▸ **WORK REQUEST**
Take each line from the entries that holds "down" and copy it out.

========

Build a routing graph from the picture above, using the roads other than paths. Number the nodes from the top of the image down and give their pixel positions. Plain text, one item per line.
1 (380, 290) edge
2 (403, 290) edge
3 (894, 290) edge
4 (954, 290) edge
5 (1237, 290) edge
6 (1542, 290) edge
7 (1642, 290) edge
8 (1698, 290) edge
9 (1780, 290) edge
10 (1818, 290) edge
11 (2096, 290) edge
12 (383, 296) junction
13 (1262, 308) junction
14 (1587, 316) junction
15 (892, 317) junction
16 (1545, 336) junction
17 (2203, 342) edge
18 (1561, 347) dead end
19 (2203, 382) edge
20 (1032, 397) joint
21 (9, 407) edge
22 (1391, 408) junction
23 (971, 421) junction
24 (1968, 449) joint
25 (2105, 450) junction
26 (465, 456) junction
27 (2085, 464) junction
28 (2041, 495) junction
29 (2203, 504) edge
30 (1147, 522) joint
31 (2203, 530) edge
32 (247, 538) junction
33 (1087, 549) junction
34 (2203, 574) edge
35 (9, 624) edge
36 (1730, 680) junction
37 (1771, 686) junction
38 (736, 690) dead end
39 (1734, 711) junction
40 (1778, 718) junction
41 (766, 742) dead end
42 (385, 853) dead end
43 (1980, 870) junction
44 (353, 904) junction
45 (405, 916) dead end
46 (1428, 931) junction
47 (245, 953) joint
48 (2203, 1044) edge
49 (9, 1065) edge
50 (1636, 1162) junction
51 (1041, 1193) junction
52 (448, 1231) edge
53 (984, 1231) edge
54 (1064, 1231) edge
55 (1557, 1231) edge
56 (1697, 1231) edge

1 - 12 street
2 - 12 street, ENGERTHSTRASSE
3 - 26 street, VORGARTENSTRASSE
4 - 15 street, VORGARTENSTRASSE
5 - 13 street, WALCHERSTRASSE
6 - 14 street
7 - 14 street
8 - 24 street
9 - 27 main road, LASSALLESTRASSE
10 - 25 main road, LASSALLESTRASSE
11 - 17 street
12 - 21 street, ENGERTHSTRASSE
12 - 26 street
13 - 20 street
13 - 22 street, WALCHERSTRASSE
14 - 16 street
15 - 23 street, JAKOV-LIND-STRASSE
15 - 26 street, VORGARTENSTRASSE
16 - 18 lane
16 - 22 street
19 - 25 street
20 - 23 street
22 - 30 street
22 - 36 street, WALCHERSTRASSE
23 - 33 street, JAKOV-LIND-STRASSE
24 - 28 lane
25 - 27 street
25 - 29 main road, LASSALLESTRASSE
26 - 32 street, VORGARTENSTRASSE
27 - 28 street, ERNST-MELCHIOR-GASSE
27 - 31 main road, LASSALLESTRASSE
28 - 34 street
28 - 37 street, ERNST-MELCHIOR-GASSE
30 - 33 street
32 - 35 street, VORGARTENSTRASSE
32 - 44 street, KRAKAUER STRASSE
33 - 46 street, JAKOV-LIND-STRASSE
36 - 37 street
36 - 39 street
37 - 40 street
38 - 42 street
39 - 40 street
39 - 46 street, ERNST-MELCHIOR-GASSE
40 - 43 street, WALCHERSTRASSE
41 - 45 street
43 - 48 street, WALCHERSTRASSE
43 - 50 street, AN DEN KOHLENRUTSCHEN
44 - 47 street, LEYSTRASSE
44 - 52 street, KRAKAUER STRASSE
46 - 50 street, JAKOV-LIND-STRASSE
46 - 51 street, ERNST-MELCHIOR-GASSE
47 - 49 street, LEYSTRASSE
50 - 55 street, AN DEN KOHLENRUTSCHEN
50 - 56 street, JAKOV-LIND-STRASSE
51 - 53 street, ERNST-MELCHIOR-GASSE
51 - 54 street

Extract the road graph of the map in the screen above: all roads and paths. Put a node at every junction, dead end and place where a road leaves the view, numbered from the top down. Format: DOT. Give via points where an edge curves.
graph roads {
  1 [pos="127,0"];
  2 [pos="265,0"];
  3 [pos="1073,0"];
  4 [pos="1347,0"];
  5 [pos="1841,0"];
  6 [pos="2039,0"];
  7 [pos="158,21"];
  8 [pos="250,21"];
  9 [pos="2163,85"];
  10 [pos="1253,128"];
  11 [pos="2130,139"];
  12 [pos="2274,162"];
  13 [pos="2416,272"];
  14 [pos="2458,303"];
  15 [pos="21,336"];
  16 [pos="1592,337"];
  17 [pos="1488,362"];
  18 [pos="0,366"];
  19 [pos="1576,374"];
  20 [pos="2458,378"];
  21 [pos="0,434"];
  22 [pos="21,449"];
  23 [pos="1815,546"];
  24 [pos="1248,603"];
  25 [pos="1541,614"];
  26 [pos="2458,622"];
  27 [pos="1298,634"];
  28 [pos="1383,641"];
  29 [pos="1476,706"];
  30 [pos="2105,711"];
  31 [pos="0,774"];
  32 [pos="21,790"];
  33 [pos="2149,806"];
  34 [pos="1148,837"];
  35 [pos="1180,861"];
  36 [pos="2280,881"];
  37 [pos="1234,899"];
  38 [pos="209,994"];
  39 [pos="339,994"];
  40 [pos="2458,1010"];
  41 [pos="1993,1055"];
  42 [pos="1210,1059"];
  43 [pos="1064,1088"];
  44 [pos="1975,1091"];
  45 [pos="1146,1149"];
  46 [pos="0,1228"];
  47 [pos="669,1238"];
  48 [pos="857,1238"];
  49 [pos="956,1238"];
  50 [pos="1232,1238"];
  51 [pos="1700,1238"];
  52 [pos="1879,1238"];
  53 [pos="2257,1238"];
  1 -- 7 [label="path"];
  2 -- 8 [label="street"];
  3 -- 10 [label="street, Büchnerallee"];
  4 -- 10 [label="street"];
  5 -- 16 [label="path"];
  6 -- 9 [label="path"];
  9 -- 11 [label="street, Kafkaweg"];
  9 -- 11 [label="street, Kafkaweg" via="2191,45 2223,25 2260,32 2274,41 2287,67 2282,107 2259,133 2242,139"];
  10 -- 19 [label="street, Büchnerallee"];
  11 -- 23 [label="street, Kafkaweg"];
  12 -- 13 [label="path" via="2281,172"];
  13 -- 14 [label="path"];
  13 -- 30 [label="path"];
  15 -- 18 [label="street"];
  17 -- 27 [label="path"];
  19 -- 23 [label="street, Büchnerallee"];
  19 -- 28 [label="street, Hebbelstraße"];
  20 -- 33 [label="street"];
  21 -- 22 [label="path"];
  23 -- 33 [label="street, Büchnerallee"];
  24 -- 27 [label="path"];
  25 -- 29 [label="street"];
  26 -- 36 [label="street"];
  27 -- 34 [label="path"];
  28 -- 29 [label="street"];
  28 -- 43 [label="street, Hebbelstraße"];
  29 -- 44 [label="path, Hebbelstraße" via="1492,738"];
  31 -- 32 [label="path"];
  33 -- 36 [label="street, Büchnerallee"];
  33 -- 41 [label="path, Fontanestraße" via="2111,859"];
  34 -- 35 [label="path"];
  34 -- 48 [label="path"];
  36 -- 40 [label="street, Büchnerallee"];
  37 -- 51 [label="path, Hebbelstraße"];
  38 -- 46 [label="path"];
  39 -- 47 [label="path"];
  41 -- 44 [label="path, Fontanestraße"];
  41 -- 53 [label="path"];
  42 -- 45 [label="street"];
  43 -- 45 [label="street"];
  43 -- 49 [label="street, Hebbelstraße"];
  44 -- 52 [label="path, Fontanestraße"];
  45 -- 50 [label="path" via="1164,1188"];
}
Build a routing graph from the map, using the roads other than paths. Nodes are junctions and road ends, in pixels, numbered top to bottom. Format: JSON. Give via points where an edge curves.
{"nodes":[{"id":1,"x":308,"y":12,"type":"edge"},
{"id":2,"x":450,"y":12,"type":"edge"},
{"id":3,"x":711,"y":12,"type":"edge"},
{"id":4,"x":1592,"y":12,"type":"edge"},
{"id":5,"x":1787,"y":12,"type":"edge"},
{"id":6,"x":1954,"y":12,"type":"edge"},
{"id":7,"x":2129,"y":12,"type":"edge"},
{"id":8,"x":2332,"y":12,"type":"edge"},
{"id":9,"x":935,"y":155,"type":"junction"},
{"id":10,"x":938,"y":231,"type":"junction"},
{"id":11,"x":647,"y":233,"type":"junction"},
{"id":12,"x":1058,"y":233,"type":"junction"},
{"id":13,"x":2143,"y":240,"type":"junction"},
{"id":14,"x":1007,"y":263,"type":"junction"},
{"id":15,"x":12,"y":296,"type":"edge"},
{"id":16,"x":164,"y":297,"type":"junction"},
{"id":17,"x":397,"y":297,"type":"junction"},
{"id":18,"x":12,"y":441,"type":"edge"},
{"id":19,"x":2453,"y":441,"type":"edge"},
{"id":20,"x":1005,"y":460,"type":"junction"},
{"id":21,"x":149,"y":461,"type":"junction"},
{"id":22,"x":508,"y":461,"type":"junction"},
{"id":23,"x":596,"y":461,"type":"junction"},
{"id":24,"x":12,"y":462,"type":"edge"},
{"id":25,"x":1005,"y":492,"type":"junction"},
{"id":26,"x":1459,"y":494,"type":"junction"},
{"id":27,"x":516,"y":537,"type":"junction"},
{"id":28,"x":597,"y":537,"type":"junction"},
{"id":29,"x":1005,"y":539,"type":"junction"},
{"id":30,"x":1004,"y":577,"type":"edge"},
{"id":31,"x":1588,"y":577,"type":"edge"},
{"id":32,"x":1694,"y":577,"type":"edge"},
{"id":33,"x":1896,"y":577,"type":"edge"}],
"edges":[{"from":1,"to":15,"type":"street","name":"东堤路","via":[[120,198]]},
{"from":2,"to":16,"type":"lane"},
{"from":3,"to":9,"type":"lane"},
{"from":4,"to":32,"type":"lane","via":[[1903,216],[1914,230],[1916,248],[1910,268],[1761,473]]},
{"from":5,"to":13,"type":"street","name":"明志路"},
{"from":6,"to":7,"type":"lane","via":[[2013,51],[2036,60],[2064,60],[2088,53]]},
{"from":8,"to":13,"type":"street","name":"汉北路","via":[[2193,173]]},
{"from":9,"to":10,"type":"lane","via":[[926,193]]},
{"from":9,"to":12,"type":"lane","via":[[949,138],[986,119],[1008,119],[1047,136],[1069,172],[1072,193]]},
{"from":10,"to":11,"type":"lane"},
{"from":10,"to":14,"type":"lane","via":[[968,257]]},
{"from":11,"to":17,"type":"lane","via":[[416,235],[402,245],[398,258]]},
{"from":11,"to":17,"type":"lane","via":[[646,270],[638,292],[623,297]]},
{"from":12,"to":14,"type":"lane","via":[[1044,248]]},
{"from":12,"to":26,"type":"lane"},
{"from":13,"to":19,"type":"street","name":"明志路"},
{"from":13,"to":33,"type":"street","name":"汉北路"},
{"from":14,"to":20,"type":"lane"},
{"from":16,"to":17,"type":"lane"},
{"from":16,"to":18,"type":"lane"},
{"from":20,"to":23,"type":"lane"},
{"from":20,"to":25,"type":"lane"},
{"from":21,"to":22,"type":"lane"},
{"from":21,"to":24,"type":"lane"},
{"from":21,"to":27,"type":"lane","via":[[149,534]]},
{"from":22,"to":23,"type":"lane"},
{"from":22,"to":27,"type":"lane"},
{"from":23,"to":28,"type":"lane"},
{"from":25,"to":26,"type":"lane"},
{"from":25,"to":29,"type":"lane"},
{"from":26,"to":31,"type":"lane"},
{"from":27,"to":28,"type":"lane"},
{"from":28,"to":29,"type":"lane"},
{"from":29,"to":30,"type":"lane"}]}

========

▸ **ANSWER BOX**
Build a routing graph from the picture above, using the roads other than paths. Number the nodes from the top of the image down and give their pixel positions. Plain text, one item per line.
Extract the road graph of the map in the screen above: all roads and paths. Put a node at every junction, dead end and place where a road leaves the view, numbered from the top down. Format: DOT. Give via points where an edge curves.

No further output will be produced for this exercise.